Dorothy, even as she settled herself so solidly on Juan Diego’s penis—her breasts, falling forward, brushed the novelist’s face—was the one who reiterated that part of the tale. When the flowers fell out of the cloak, there in their place, imprinted on the fabric of the poor peasant’s rustic cape, was the very image of the Virgin of Guadalupe, her hands clasped in prayer, her eyes modestly downcast.

“It wasn’t so much that the image of Guadalupe was imprinted on the stupid cloak,” the young woman, who was rocking back and forth on top of Juan Diego, was saying. “It was the virgin herself—I mean, the way she
looked.
That must have impressed the bishop.”

“What do you mean?” Juan Diego managed to say breathlessly. “How did Guadalupe
look
?”

Dorothy threw back her head and shook her hair; her breasts wobbled over him, and Juan Diego held his breath at the sight of a rivulet of sweat that ran between them.

“I mean her
demeanor
!” Dorothy panted. “Her hands were held in such a way that you couldn’t even
see
her boobs, if she actually had boobs; her eyes looked down, but you could still see a spooky light in her eyes. I don’t mean in the dark part—”

“The iris—” Juan Diego started to say.


Not
in her irises—in her
pupils
!” Dorothy gasped. “I mean in the
center
part—there was a creepy light in her eyes.”
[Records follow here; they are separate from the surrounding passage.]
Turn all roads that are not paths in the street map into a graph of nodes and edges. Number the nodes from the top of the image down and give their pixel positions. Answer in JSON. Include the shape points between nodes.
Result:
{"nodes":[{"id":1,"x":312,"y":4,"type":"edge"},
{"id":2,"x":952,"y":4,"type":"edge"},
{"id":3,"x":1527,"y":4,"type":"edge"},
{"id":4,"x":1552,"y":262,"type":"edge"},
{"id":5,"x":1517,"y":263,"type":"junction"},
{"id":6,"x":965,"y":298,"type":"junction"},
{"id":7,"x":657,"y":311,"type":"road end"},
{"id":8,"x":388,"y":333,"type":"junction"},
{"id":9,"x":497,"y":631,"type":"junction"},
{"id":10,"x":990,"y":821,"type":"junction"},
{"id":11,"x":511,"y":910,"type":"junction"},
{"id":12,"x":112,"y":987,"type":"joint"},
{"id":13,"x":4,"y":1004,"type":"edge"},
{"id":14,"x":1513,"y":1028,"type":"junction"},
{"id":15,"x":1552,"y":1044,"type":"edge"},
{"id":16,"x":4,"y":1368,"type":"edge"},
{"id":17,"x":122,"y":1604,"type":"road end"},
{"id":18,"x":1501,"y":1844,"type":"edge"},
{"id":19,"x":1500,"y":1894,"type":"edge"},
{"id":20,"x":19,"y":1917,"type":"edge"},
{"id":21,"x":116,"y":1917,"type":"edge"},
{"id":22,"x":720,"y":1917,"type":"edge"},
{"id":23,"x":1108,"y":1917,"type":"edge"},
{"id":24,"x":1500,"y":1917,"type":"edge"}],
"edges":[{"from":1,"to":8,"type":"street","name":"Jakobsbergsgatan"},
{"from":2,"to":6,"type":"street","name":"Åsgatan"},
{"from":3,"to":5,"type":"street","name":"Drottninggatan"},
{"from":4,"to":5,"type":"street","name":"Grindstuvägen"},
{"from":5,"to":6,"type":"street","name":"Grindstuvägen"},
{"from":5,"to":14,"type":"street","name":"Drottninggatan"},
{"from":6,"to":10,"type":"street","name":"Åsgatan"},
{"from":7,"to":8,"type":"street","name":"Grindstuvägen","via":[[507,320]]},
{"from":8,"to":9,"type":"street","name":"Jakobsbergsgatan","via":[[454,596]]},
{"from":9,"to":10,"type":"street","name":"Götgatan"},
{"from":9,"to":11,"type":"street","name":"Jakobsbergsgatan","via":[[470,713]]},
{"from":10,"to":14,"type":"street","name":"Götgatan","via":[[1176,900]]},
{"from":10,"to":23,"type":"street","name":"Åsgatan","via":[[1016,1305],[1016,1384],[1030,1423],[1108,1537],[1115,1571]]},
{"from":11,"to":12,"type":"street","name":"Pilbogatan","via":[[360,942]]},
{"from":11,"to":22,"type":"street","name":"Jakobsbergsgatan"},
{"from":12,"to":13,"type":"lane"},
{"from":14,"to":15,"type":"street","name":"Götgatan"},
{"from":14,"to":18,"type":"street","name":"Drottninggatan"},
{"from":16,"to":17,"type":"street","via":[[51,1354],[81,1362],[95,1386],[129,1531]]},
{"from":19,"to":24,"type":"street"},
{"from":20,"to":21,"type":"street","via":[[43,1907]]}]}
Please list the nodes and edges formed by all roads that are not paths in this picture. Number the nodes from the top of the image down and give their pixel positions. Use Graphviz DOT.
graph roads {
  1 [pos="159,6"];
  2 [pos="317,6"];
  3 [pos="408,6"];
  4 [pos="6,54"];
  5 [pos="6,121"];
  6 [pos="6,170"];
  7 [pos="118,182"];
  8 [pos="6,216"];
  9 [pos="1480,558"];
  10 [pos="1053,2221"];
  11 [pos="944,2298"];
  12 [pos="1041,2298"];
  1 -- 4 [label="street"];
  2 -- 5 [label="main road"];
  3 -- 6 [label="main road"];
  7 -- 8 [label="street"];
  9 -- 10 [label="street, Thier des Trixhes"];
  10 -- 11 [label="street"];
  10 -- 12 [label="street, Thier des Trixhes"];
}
“Yes!” Juan Diego grunted; he’d always thought so—he’d just not met anyone who agreed with him until now. “But Guadalupe was different—not just her dark skin,” he struggled to say; it was becoming harder and harder to breathe, with Dorothy bouncing on him. “She spoke Nahuatl, the local language—she was an
Indian,
not Spanish. If she was a virgin, she was an
Aztec
virgin.”

“What did the dipshit bishop care about that?” Dorothy asked him. “Guadalupe’s demeanor was so fucking
modest,
so
Mary
-like!” the hardworking young woman cried.

“¡Sí!”
Juan Diego shouted. “Those manipulative Catholics—” he’d scarcely started to say, when Dorothy grabbed his shoulders with what felt like supernatural strength. She pulled his head and shoulders entirely off the bed—she rolled him over, on top of her.

Yet in that instant when she was still on top of him, and Juan Diego was looking up at her—into her eyes—he’d seen how Dorothy was regarding him.

What was it Lupe had said, so long ago? “If you want to worry about something, you ought to worry about how Guadalupe was looking at
you.
Like she’s still making up her mind about you. Guadalupe hasn’t
decided
about you,” the clairvoyant child had told him.